____ Data for this task
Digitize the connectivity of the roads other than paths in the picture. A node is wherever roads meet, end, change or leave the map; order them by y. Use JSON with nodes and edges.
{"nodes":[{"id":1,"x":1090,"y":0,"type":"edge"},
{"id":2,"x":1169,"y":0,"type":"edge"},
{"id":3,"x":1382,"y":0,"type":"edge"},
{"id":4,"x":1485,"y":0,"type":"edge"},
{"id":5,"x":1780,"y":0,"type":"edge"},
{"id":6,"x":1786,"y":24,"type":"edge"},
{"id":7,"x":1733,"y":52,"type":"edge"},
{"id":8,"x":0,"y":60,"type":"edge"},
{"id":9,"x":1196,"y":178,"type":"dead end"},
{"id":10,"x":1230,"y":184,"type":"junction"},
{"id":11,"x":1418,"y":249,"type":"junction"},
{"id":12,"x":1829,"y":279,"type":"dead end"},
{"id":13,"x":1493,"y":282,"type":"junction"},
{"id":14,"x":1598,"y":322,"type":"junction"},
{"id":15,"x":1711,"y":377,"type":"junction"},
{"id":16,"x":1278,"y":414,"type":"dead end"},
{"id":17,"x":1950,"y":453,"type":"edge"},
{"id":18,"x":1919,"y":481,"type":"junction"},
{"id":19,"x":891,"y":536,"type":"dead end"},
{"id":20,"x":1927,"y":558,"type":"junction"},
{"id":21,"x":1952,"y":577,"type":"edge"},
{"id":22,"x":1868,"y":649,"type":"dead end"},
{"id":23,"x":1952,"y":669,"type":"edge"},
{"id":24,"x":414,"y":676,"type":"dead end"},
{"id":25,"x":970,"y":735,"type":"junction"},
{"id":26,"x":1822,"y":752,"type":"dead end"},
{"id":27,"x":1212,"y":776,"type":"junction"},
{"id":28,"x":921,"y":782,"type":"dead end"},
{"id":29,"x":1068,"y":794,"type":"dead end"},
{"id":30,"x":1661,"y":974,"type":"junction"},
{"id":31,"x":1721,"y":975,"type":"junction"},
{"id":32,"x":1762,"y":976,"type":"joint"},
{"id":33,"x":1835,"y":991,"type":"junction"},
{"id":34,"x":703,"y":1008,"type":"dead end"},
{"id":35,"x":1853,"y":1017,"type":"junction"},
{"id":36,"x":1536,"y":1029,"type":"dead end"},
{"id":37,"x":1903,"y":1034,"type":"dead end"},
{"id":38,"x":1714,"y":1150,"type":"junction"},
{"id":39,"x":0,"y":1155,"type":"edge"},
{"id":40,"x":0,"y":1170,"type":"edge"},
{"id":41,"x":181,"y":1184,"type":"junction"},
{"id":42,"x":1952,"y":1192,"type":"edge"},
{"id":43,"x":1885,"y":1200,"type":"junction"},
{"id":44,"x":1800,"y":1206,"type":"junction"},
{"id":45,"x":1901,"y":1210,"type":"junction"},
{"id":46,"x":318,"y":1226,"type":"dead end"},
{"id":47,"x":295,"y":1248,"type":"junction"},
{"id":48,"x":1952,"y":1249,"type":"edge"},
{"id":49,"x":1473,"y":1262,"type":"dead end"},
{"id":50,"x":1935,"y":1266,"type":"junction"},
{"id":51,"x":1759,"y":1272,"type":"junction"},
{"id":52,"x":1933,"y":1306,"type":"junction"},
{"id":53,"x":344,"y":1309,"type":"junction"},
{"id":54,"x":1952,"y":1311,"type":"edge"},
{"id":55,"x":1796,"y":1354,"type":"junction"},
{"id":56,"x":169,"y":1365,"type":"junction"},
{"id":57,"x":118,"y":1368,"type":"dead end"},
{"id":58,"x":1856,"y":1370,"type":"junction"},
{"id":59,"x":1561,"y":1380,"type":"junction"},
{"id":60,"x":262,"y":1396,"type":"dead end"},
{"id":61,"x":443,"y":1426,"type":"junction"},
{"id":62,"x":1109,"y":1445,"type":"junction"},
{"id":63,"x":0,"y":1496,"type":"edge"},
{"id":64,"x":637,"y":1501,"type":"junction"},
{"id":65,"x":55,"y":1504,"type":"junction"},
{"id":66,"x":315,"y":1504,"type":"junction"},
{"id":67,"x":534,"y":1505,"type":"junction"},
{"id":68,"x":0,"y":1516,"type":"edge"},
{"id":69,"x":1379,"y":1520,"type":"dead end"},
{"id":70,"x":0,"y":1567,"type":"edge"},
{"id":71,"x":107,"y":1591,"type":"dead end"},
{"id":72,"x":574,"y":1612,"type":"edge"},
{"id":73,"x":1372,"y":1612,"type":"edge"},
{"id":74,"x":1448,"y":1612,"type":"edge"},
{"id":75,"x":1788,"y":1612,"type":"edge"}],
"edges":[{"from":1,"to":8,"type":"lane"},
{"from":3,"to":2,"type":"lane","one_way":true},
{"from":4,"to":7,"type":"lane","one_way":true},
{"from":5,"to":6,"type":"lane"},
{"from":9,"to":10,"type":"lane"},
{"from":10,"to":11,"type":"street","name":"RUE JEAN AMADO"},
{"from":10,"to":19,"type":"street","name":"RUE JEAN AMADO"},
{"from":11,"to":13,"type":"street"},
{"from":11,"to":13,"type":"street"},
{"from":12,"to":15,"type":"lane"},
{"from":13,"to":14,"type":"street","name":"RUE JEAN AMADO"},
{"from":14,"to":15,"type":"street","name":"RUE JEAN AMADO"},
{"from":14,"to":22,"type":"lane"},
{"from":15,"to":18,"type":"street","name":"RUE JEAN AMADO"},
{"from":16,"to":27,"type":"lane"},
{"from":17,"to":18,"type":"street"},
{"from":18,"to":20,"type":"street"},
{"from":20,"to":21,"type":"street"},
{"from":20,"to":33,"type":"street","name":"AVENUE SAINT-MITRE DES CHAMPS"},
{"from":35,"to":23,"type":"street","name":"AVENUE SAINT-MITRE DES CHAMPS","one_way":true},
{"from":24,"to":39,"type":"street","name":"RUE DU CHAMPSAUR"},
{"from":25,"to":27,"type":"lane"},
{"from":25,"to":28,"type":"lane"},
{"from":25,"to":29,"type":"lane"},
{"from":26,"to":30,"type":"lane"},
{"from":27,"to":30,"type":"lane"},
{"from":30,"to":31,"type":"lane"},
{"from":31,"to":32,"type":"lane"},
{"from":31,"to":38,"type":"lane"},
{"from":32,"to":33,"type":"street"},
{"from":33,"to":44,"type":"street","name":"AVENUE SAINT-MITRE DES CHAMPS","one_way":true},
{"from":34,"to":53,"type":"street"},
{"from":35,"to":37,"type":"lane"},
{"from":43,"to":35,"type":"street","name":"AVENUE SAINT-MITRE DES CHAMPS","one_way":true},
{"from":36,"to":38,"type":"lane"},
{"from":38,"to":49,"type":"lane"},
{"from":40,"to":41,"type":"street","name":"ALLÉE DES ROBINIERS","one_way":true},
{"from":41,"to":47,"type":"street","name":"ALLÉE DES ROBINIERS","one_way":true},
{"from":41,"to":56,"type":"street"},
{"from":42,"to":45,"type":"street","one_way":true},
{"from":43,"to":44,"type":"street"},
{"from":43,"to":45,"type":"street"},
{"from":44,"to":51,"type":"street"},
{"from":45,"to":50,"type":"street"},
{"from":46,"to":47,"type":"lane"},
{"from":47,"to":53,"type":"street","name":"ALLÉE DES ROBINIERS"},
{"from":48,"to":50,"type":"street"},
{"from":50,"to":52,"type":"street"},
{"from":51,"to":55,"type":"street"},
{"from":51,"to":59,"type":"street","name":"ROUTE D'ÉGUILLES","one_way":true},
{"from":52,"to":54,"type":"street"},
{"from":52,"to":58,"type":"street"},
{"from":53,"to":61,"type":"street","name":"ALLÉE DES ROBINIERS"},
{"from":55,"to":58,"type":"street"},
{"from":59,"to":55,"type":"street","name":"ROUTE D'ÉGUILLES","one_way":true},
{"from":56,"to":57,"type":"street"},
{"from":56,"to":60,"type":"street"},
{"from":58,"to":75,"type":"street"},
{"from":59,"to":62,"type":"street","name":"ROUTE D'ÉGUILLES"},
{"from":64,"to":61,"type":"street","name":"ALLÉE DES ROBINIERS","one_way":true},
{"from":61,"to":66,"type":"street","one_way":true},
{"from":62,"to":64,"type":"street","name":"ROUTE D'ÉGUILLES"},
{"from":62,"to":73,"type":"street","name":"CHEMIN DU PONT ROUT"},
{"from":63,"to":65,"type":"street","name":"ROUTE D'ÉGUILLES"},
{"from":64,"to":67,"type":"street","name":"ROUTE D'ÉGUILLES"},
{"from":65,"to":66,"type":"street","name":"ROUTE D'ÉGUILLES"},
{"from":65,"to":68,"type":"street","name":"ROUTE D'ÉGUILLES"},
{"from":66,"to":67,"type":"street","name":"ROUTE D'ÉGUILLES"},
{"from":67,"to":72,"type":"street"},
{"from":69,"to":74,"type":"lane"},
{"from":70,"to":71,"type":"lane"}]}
________
About this task: Each line above that carries the string "JEAN" has to be returned.

Solution to this task:
{"from":10,"to":11,"type":"street","name":"RUE JEAN AMADO"},
{"from":10,"to":19,"type":"street","name":"RUE JEAN AMADO"},
{"from":13,"to":14,"type":"street","name":"RUE JEAN AMADO"},
{"from":14,"to":15,"type":"street","name":"RUE JEAN AMADO"},
{"from":15,"to":18,"type":"street","name":"RUE JEAN AMADO"},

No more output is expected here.